Isle of Jura has revamped their core range, which now consists of: Journey, 10, 12 and 18 Year Old and the Seven Wood. This 10 Year Old already existed, of course. The composition remained the same: bourbon barrels with an oloroso finish. Old wine in new bottles? I do remember that the Jura 10 was not very much to my liking in the past.

The nose offers hay, plasticine, manure (I am not kidding), lemons and oranges. Loads of earthy notes and a salty edge. I have to say, I am still not very fond of this.

It is oily and sweet on the palate, but immediately shows some wet cardboard and earth. A salty edge, once more. But it is not really fruity. I get some caramel and walnuts. Turns a bit bitter.

The finish is medium long, dry and bitter.

To be honest, there is no improvement in my book. Pity.

Thanks for taking the bullet for us. Not that this one was on my radar. I’m not a huge fan of Jura. I liked the Superstition back when it was priced < $60 CAD, but the price has climbed significantly since then.

Yikes...so after the big rebrand it's all fluff.


Berfore this, the last time I bought a bottle of Jura 10, I got it for under £10, although it was on offer half price at that time (around 2004?). I remember half-regretting spending that £9.50 then, as I thought that it was completely characterless.

This bottle I have just bought is pretty nice, in an odd sort of way.
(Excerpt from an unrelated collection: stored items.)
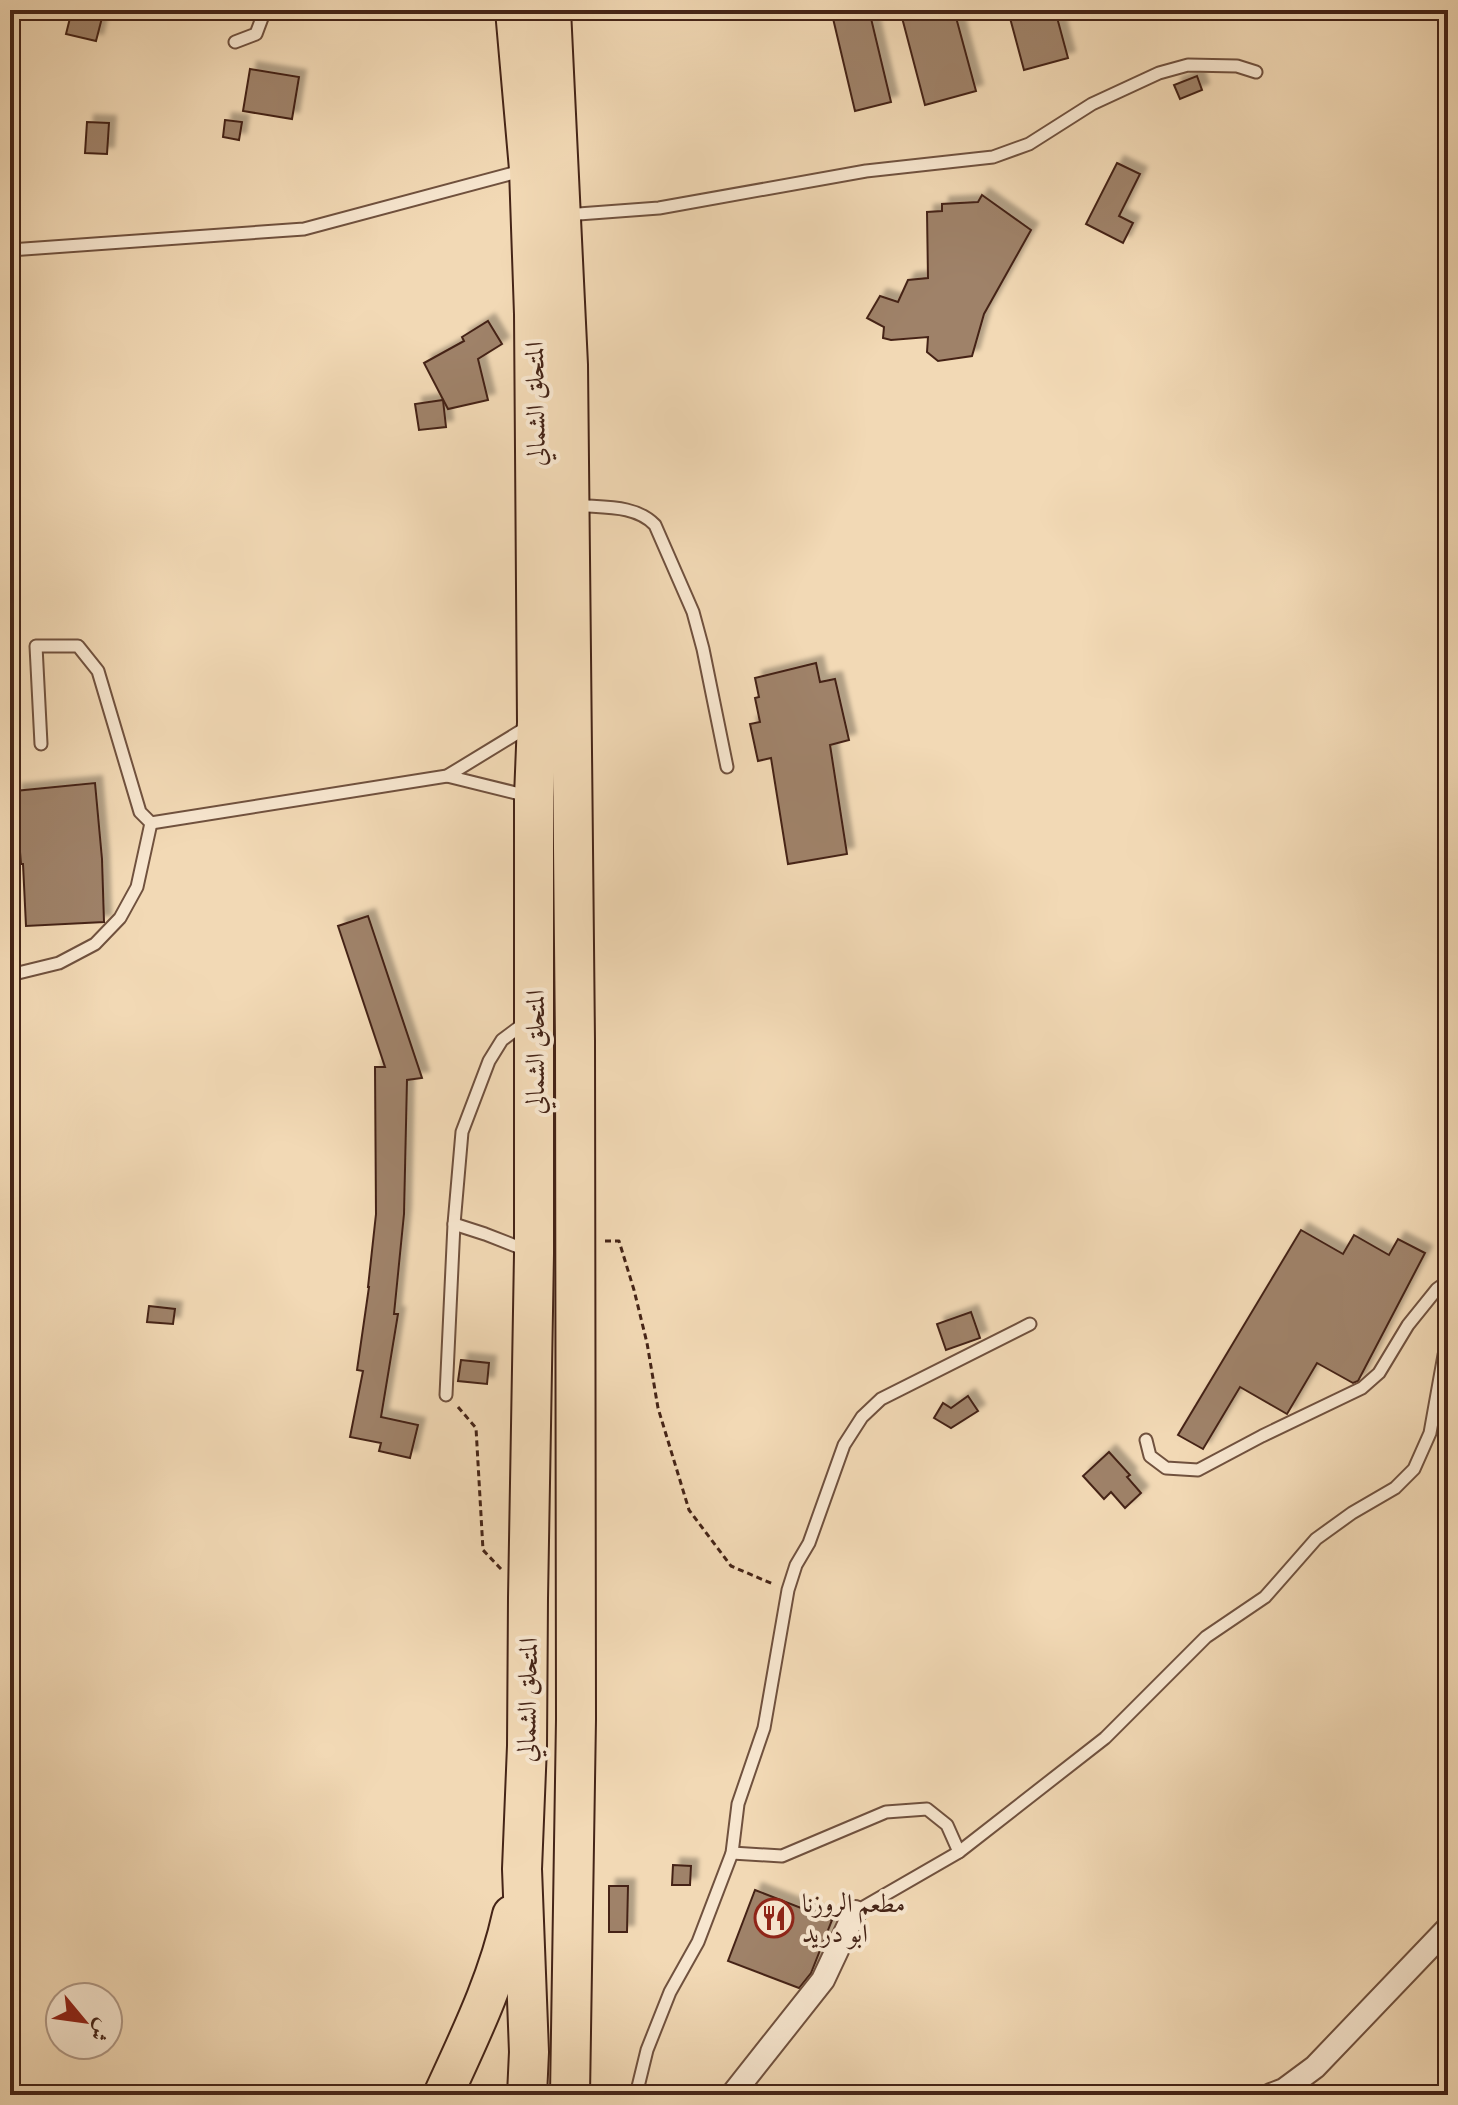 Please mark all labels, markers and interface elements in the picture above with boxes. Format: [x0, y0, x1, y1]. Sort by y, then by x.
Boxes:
street label: المتحلق الشمالي [517, 341, 558, 467]
street label: المتحلق الشمالي [518, 990, 557, 1114]
street label: المتحلق الشمالي [509, 1637, 550, 1763]
place label: مطعم الروزنا ابو دريد [802, 1886, 905, 1950]
restaurant icon: مطعم الروزنا ابو دريد [753, 1897, 795, 1939]
north arrow [44, 1981, 124, 2061]
text: ش [83, 2014, 119, 2047]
It has quite a bit of character, although I am still not altogether convinced i like the Jura character. 40% is about right for it for me, as I don't want that Jura weirdness to be much more intense. I feel a bit the same about Bowmores. I don't think that higher alcohol content is always better in weird whiskies.

It tastes quite engineered, and somehow tastes like no whisky really should. Still, I don't regret spending quite a bit more on it this time. I'm also hoping that it will develop a bit, as the bottle of Superstition I bought a while back was pants when I first opened it, but opened up amazingly over the course of a week.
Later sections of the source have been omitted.